(Saved entries)
==================================================

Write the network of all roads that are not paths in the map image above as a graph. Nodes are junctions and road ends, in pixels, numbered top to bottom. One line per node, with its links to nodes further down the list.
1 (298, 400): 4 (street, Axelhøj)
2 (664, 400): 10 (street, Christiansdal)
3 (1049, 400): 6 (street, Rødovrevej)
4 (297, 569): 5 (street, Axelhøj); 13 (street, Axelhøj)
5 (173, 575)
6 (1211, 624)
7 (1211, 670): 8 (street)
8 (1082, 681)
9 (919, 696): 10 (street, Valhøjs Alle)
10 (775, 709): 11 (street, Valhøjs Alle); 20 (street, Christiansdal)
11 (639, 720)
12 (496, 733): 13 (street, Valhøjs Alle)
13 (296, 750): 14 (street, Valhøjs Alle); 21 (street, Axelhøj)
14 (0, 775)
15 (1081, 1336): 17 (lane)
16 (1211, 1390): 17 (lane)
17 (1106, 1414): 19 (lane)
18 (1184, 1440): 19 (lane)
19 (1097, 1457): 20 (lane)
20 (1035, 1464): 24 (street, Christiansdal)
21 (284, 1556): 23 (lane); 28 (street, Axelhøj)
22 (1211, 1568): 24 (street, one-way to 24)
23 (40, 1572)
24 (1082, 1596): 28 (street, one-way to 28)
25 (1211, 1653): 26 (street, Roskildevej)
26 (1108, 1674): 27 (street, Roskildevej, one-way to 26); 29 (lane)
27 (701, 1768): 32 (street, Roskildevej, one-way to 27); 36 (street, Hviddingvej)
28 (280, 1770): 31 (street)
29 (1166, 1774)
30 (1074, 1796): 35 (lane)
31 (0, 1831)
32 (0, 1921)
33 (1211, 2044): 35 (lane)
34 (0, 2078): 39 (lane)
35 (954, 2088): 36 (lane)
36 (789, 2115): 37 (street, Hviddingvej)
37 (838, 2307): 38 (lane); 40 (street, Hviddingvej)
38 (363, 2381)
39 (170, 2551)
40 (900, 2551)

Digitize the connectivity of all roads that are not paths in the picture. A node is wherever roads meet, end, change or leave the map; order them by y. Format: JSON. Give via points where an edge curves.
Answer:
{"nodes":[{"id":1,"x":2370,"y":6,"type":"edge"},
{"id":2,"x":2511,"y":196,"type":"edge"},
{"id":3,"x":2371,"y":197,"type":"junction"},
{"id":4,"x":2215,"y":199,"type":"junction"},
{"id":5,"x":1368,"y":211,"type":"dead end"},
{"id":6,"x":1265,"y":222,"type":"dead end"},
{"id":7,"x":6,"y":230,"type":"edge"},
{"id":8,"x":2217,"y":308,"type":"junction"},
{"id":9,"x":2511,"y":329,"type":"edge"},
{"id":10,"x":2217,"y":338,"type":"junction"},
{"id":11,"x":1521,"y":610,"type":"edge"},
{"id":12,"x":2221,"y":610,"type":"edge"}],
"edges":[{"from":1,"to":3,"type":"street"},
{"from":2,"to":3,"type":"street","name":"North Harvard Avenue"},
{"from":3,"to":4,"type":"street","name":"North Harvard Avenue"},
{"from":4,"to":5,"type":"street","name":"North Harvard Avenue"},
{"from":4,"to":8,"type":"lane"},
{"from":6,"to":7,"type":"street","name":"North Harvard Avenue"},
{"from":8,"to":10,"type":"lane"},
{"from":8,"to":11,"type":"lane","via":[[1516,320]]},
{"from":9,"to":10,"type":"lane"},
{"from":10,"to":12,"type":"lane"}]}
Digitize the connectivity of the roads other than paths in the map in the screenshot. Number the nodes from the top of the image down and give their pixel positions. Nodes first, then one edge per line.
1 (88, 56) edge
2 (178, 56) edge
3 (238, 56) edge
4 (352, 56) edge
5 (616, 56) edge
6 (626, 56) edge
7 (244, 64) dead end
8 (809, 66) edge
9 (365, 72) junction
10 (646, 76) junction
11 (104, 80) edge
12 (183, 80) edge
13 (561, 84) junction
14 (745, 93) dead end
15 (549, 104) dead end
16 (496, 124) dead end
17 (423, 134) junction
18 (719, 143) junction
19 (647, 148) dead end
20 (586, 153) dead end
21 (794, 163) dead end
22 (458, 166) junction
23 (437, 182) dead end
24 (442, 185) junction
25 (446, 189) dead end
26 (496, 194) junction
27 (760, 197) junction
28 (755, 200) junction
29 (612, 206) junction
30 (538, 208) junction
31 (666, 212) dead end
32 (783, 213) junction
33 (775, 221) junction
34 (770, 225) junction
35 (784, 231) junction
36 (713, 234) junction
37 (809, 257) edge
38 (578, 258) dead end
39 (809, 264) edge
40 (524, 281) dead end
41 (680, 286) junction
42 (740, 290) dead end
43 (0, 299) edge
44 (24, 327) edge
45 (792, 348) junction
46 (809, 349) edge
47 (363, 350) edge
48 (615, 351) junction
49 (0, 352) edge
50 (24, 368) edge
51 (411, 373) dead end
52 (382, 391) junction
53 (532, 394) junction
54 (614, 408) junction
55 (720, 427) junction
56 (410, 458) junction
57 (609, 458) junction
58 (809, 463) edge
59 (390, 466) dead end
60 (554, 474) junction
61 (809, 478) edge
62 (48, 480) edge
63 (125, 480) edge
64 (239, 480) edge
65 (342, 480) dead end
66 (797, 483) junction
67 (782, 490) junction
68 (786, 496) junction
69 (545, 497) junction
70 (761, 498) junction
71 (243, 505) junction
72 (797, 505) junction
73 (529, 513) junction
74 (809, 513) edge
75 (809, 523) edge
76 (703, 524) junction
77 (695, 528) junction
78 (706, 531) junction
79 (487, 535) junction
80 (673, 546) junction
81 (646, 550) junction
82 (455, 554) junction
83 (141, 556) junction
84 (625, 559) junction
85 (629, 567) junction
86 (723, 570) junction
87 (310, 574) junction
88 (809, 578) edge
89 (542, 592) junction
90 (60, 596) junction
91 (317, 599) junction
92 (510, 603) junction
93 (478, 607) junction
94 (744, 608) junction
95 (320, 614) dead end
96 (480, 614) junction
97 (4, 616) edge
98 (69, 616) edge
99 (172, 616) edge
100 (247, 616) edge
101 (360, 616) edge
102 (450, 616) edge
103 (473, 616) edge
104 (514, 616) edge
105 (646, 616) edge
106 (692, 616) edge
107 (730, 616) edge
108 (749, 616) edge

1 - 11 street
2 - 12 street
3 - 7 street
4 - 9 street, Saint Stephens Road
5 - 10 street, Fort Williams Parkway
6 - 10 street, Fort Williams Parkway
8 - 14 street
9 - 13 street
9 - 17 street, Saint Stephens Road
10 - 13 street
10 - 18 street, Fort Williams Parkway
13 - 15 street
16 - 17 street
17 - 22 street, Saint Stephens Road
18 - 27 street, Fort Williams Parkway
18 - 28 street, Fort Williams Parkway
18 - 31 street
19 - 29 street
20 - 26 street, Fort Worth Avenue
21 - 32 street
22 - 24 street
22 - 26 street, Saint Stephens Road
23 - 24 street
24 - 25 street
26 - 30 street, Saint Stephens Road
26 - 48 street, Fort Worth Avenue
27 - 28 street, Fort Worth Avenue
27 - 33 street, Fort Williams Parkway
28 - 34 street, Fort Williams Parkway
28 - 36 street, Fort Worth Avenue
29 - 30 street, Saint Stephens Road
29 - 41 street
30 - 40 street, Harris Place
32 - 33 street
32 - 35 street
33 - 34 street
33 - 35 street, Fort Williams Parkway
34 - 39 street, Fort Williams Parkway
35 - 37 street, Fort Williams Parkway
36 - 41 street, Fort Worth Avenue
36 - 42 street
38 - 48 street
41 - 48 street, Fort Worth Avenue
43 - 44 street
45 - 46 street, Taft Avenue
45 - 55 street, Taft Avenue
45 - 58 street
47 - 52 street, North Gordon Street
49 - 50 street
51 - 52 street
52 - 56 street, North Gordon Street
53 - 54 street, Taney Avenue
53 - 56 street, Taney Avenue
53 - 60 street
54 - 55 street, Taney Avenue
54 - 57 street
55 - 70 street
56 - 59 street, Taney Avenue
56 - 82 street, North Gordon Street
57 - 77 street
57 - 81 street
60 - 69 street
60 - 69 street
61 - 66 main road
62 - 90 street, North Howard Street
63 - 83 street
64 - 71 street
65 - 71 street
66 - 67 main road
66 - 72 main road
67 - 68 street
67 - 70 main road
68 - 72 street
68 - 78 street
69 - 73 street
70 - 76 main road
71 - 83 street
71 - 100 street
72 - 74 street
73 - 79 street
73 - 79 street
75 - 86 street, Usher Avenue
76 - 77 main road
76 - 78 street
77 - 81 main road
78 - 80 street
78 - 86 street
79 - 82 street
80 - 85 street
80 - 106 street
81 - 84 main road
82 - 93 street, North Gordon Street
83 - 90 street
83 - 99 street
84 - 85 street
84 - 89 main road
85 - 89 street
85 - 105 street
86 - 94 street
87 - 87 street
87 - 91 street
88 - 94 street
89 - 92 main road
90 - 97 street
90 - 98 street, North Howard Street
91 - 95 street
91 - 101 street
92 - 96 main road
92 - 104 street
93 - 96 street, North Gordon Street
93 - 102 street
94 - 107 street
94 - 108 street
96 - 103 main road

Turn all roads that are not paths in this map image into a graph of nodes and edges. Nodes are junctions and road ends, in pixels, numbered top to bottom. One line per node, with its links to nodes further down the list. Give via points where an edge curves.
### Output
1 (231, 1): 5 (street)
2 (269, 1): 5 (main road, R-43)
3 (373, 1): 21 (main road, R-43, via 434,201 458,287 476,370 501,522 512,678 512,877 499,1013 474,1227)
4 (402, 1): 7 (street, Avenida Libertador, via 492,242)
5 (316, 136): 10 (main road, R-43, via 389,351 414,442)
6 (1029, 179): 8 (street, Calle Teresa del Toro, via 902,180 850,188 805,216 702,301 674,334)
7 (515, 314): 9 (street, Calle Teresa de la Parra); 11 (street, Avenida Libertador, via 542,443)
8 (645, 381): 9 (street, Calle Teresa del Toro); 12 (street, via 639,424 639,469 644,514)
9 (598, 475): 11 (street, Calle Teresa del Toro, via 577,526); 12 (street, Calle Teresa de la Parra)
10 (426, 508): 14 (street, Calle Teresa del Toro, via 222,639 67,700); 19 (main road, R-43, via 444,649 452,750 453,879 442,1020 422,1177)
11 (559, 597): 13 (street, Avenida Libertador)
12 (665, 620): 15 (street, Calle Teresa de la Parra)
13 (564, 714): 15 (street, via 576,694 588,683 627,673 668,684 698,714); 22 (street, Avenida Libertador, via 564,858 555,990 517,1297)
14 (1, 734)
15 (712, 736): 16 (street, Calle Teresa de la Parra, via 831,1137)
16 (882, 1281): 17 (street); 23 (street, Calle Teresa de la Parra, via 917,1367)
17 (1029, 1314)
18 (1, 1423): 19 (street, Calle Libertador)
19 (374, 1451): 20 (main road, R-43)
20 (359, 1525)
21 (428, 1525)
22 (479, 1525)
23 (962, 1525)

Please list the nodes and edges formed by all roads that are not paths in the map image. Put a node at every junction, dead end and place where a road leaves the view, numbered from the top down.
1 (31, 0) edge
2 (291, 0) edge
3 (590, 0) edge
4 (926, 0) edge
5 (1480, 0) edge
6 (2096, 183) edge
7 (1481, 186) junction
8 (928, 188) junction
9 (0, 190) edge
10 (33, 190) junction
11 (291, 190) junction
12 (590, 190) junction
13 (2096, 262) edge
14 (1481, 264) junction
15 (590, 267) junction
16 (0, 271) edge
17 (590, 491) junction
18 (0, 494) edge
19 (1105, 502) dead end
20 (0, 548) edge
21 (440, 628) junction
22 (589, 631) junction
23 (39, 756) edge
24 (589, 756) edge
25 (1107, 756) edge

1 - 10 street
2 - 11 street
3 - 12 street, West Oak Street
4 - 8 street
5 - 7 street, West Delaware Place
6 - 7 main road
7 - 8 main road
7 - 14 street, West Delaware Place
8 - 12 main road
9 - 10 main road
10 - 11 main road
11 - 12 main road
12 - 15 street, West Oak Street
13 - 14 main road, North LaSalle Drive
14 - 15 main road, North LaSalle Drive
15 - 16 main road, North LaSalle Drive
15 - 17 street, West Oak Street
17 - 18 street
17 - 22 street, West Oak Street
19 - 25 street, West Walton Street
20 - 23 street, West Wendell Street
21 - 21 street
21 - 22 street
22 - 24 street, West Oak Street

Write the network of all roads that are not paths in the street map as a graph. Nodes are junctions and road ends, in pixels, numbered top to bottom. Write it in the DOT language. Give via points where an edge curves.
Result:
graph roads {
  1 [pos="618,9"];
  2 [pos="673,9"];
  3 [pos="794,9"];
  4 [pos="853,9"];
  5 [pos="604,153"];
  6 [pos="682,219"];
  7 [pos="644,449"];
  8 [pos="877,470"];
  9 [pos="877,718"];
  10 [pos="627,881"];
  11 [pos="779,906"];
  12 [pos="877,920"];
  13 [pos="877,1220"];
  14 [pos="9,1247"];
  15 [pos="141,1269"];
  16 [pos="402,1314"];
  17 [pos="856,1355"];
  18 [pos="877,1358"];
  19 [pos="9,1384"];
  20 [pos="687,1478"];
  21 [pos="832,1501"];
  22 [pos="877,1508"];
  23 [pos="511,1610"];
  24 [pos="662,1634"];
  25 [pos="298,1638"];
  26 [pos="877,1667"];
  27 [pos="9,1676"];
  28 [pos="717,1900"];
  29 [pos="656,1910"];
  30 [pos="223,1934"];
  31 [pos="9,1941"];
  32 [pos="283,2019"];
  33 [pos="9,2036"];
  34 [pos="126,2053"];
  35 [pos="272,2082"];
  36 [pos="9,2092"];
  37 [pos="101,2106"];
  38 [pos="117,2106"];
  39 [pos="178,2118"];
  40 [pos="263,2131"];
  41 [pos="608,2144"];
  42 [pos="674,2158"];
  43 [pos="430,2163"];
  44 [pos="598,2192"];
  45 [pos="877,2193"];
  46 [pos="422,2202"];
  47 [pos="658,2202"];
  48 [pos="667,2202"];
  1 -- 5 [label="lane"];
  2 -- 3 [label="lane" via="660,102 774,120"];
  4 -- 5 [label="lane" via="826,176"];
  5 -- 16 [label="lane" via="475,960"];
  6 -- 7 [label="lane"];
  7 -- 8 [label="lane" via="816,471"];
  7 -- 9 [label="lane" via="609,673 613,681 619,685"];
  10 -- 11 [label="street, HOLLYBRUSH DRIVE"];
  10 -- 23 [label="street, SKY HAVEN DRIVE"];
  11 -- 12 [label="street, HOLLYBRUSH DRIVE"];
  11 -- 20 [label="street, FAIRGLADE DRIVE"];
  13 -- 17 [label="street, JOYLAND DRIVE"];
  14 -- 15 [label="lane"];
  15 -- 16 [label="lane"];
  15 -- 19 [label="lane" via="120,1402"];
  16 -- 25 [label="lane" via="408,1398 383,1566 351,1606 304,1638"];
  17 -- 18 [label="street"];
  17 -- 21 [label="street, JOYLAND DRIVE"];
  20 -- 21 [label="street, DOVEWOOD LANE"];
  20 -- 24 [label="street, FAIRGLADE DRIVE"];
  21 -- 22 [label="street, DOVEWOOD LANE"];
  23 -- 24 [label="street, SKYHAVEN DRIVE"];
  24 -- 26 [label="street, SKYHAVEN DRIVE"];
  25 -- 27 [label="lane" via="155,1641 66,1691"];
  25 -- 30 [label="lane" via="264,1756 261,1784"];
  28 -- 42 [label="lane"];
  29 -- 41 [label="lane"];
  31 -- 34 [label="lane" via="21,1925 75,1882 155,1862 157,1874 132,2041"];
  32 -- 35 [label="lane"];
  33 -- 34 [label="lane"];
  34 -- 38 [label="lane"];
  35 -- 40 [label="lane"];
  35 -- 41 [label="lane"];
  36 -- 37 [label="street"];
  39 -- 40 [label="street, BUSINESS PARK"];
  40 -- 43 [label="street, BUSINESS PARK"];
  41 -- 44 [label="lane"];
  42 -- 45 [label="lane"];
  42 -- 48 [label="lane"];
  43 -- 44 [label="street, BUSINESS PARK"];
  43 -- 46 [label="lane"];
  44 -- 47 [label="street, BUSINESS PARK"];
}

==================================================

◆ **EXERCISE**: Across the entries, tally every line that contains the word "Hviddingvej" and report the sum by itself.

◆ **TASK ANSWER**: 3